Rosetta//AI Safety

Rosetta AI Safety Adapter

Compiled Physics for the AI Stack

The AI Safety adapter translates the universal stability equation into the forces governing frontier model deployments. Lambda (Λ) transforms into Model Capability, representing the optimizer’s drive toward its objective. Gamma (Γ) becomes Alignment Constraint, serving as the structural buffer that absorbs this drive.

This translation converts abstract alignment requirements into deterministic physics. The adapter establishes the definition of “safe” for AI systems in the same language that Substrate can enforce, enabling the implementation of gate chains, policy layers, and audit trails tailored to the specific dynamics of autonomous agents.

Guardrails Are Not Governance

Frontier AI deployments rely on prompt engineering, RLHF, and output filters to manage risk. These are behavioral suggestions. They fail under distributional shift and remain vulnerable to jailbreaks.

Unguarded deployments execute risky tool calls and exhaust compute budgets on unsafe actions. No structural floor exists to prevent collapse. Systems rely entirely on statistical expectation.

Kairos Substrate closes this gap with compiled physics. The engine evaluates every action against a deterministic stability equation before execution.
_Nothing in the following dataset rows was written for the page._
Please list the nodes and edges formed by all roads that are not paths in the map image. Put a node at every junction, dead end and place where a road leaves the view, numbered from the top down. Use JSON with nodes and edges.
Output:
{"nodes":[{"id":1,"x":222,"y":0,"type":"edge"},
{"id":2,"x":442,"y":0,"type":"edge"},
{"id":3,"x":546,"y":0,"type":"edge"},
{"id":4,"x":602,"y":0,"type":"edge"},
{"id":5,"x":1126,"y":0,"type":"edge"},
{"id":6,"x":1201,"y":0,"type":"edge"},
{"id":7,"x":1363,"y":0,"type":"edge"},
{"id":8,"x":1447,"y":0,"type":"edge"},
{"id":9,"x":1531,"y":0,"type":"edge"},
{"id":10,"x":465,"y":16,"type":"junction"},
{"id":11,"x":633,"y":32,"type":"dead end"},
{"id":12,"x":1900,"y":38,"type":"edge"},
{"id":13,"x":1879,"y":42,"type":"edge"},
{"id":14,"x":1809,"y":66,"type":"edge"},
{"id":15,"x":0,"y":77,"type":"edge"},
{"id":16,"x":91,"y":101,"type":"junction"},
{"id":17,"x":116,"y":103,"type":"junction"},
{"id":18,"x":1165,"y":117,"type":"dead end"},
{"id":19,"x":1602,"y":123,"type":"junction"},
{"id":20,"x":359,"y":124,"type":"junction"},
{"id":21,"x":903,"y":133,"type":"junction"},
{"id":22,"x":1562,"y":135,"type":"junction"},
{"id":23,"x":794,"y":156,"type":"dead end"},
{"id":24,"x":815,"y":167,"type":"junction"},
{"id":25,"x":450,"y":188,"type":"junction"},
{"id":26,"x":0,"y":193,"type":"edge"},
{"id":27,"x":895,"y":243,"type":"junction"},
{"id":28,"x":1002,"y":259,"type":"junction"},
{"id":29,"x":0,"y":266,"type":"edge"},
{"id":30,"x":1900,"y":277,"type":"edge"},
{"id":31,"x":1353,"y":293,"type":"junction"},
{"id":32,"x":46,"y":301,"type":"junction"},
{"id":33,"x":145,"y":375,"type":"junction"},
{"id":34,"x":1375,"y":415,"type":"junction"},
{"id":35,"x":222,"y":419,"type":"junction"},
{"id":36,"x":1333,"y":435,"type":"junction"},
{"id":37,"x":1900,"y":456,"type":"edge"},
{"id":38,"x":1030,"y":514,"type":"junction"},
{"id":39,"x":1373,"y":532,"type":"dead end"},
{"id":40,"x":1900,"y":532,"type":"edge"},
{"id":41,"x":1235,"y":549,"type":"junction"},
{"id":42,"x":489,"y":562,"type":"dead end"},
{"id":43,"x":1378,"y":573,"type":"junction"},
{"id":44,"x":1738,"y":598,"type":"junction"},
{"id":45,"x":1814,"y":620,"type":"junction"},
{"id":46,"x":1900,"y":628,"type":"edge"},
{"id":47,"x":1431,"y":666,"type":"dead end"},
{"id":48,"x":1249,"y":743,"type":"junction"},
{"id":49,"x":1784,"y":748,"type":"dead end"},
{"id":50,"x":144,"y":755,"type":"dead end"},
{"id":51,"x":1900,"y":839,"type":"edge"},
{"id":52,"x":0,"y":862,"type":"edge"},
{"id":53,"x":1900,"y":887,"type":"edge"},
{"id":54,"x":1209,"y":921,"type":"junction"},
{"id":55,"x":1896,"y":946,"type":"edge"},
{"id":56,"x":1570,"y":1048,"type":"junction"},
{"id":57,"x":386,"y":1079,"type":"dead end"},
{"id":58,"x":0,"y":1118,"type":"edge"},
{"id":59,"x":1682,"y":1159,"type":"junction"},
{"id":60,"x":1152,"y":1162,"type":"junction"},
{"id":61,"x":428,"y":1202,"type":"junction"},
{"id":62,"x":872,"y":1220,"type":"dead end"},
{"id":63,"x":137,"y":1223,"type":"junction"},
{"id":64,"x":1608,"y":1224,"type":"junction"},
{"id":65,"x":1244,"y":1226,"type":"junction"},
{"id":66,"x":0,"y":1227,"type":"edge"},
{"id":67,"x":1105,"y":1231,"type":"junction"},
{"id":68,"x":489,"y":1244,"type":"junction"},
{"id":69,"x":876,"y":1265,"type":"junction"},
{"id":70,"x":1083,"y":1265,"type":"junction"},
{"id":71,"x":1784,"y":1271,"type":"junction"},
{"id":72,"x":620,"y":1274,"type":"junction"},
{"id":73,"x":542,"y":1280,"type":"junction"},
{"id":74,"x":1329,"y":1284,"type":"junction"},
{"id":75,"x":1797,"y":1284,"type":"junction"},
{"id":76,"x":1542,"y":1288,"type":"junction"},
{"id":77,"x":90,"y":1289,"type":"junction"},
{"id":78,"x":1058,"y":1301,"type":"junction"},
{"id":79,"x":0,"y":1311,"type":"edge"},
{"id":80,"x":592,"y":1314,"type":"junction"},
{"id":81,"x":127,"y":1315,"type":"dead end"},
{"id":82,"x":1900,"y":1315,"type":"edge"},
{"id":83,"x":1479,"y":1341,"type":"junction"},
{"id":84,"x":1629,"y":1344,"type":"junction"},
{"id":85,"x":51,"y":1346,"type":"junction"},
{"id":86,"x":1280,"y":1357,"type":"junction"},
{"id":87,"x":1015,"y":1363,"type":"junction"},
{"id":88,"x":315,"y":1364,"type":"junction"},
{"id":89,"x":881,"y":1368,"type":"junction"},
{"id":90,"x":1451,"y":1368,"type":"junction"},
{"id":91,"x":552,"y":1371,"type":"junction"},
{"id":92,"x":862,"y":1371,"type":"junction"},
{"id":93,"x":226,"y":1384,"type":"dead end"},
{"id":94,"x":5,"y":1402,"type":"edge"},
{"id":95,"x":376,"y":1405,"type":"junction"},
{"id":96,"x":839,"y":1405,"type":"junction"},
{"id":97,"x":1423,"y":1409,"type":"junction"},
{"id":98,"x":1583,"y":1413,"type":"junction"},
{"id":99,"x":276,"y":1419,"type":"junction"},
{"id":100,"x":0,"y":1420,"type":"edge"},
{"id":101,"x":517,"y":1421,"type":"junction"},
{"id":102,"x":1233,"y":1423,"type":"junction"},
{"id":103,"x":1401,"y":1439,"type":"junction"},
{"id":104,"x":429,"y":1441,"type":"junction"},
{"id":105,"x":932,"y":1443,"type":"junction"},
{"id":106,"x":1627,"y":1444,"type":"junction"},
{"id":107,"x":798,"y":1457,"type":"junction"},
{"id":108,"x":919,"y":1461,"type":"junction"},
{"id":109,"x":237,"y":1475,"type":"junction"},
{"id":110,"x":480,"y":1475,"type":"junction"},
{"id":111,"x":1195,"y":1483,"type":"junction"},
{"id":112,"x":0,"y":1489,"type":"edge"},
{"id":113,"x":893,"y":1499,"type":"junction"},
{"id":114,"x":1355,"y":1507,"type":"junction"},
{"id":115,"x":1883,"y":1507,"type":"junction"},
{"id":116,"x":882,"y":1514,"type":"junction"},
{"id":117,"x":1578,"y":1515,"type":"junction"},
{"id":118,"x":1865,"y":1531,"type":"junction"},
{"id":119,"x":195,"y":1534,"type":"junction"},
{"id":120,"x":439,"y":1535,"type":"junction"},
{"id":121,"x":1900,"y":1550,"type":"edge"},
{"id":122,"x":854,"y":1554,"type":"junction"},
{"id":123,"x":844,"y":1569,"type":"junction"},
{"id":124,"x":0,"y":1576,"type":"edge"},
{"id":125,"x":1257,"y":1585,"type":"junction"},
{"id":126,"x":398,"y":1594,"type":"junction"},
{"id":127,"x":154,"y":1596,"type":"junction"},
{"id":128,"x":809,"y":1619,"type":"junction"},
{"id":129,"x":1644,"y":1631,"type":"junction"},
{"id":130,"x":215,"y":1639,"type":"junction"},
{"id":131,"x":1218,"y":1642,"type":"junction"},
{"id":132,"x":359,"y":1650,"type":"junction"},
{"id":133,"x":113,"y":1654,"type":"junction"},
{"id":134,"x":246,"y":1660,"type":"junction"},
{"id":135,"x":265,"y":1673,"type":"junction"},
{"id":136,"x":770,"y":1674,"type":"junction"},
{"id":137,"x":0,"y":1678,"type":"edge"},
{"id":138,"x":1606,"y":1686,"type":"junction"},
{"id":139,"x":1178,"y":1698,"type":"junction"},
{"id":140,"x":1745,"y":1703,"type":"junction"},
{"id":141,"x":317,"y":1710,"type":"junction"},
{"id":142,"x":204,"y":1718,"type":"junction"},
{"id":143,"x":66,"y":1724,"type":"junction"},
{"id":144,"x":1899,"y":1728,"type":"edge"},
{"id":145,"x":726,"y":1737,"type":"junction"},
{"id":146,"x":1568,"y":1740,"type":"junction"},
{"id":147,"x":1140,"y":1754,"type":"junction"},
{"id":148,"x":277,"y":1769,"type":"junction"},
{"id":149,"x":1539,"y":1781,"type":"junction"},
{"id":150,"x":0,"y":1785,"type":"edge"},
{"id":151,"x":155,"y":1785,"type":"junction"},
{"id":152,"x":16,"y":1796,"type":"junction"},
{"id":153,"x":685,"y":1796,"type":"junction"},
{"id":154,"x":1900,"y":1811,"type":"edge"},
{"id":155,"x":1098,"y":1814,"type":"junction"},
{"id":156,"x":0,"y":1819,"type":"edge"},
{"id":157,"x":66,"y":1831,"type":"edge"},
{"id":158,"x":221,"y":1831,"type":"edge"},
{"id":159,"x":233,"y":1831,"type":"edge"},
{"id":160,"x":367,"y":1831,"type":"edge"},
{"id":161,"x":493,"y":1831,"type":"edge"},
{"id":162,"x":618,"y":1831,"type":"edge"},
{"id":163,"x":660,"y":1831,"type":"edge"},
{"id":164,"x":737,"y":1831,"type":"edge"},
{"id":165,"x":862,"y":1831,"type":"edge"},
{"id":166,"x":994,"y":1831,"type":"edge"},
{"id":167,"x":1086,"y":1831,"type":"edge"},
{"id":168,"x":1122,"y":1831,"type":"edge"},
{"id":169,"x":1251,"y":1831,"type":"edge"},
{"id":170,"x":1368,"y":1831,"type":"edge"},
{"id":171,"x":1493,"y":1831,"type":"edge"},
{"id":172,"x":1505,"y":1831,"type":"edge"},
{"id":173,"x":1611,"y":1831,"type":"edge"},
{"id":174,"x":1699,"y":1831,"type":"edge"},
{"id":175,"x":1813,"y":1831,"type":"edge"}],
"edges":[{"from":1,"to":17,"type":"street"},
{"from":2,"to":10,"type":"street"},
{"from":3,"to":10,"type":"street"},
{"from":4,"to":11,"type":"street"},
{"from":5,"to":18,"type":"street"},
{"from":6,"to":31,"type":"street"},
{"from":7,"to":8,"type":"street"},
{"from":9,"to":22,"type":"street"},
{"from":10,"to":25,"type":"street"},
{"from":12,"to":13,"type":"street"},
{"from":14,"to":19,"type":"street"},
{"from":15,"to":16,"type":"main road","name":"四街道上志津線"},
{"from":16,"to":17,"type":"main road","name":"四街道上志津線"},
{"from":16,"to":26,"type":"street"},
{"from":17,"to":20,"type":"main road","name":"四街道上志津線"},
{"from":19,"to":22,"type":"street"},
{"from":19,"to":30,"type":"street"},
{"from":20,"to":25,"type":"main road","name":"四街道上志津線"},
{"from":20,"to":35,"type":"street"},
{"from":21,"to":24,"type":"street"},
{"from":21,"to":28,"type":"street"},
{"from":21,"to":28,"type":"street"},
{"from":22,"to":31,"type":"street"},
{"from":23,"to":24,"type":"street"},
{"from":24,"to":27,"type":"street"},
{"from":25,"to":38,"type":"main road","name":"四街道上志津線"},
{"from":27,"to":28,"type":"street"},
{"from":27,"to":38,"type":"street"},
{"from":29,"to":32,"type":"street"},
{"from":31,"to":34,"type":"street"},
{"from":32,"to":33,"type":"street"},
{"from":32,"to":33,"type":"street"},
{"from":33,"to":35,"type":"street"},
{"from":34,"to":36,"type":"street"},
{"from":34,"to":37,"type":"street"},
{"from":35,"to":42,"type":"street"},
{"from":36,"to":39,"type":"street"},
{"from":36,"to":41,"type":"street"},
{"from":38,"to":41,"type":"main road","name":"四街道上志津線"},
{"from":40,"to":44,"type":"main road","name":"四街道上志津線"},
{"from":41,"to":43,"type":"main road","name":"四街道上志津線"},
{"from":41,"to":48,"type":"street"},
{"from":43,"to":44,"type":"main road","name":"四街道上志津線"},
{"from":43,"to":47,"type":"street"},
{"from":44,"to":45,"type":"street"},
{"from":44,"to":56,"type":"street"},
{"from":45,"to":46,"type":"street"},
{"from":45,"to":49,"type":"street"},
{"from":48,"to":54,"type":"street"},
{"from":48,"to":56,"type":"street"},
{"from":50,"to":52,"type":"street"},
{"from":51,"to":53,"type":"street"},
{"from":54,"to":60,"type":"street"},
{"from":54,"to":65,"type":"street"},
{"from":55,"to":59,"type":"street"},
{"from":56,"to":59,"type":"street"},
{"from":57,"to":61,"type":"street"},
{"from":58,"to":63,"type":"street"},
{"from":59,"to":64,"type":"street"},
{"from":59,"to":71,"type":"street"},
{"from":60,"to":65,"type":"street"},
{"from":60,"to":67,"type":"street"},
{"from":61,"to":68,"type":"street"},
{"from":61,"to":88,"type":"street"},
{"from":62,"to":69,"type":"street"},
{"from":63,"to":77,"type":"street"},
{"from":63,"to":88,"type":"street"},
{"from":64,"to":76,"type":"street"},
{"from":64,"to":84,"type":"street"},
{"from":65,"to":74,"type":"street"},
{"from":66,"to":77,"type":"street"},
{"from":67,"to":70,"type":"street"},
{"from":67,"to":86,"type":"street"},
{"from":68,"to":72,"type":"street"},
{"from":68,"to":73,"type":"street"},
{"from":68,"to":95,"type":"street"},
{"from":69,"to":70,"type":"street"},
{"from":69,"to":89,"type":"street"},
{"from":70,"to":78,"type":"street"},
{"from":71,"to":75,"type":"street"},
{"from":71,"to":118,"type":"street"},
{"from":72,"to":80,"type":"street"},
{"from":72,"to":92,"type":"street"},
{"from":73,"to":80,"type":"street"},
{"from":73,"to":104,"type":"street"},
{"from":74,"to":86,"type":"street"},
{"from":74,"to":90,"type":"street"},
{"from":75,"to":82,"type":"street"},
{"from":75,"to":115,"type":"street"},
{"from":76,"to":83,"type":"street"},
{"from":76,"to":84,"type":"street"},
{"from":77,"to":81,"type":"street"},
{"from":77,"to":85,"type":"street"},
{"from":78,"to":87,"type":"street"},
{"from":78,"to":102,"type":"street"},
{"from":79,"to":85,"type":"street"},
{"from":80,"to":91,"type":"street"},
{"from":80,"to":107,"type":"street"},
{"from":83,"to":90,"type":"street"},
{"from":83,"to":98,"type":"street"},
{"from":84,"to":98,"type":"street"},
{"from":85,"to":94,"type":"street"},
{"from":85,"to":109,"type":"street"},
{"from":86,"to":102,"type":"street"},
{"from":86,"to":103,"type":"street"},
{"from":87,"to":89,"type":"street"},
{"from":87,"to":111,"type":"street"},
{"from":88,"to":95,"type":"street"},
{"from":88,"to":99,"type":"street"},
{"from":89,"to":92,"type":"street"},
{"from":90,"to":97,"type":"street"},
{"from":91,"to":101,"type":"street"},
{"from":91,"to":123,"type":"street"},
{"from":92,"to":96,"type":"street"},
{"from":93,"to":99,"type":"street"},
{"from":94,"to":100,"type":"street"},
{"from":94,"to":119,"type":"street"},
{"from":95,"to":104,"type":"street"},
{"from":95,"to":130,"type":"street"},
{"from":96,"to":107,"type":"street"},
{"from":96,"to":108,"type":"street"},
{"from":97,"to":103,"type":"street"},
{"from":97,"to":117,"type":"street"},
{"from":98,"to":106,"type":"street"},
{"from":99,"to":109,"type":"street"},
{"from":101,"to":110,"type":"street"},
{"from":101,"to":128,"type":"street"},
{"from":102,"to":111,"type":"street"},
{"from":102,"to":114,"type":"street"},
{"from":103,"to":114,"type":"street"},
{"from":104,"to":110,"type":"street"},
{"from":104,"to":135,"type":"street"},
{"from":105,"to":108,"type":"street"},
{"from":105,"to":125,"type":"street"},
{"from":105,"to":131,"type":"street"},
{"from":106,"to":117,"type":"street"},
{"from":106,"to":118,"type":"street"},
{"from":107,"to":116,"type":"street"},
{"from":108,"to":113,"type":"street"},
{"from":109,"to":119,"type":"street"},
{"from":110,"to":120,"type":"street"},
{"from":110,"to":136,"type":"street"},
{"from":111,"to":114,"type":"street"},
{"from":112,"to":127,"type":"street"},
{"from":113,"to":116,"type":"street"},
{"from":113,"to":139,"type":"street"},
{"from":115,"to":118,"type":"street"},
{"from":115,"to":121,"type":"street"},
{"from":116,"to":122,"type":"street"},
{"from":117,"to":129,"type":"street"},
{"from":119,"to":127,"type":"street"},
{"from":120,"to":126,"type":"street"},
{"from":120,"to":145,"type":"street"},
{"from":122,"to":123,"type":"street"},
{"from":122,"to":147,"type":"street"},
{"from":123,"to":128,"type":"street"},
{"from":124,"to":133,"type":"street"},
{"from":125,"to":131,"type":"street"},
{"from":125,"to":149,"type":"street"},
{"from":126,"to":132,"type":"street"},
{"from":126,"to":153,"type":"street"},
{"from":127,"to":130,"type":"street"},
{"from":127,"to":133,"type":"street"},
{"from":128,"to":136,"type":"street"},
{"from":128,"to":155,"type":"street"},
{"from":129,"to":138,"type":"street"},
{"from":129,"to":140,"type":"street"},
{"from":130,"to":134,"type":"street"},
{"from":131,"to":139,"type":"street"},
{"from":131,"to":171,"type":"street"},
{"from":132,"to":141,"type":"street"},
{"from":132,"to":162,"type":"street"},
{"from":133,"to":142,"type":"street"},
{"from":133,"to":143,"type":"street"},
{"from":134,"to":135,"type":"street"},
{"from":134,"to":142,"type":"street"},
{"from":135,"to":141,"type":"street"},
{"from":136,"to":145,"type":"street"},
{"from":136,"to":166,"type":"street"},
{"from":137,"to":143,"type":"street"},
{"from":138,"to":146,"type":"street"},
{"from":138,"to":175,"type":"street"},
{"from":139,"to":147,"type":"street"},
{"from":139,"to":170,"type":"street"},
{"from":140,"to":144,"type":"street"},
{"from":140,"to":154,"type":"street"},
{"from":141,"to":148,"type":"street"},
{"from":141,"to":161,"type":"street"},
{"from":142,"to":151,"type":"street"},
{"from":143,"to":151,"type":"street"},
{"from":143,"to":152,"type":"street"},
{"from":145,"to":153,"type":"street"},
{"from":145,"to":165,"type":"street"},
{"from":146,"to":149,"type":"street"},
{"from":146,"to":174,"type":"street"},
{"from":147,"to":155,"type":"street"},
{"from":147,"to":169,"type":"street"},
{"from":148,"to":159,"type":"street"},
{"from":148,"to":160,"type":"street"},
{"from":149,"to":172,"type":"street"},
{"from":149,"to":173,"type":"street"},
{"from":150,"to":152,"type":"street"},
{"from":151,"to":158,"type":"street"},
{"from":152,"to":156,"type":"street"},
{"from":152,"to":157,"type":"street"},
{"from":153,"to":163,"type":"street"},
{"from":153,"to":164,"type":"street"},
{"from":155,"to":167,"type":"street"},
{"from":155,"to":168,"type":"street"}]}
It is a law of the deployment.

A Stability Equation, Not a Classifier

Substrate models agent interaction as a dynamical system governed by two forces.
Lambda (Λ) represents agency, mapping the optimizer's force against constraints.
Gamma (Γ) represents structural constraint, providing the stabilizing buffer.

The engine computes a stability score at every tick. The system intervenes when 𝒮 drops below a defined threshold. This intervention follows the demands of the stability equation rather than the output of a classifier.

S =
ΓA + ΓB
ΛA + ΛB

Equation: The stability score

The system intervenes when the score drops below the threshold.

Deterministic

Identical inputs produce identical outputs (ϵ = 10-6).

Model-agnostic

The engine evaluates actions independently of model architecture.

Zero-dependency

The self-contained Rust binary requires no API calls or network access.

Memory-safe

The core engine contains zero unsafe blocks.

Three Gates. Zero Gaps.

Every proposed action passes through a layered gate chain. Any gate will reject an action that violates structural integrity.

01

State Gate

Evaluates structural health before the engine considers an action. If gamma (Γ) falls below the deployment floor, the engine rejects all actions. This mechanism remains immune to prompt sensitivity.

02

Action Gate

Previews proposed actions against the reachability field. Safe tools map to stabilizing directions. Risky tools move toward the repulsor boundary and trigger a rejection.

03

Hazard Gate

Detects basin collapse and multi-agent paradoxes. These are hard stops. The physics of the system permit no operator override or retry budget.

Intervention That Learns, Then Escalates

Substrate manages the state following a rejection. The system applies proportional intervention based on calculated risk.

01

Reformulation

When gamma headroom is moderate (≥ 0.1), Substrate signals the model to attempt a different approach. Empirical testing shows models find safe paths 100% of the time when guided by this signal.

02

Budget Depletion

Rejected actions consume a retry budget. Novelty scoring penalizes repetitive, low-effort attempts. Stall detection terminates oscillation loops to preserve compute resources.

03

Human Escalation

Substrate routes to a human operator when the budget is exhausted or gamma drops below 0.1. The model cannot proceed. The decision requires human judgment.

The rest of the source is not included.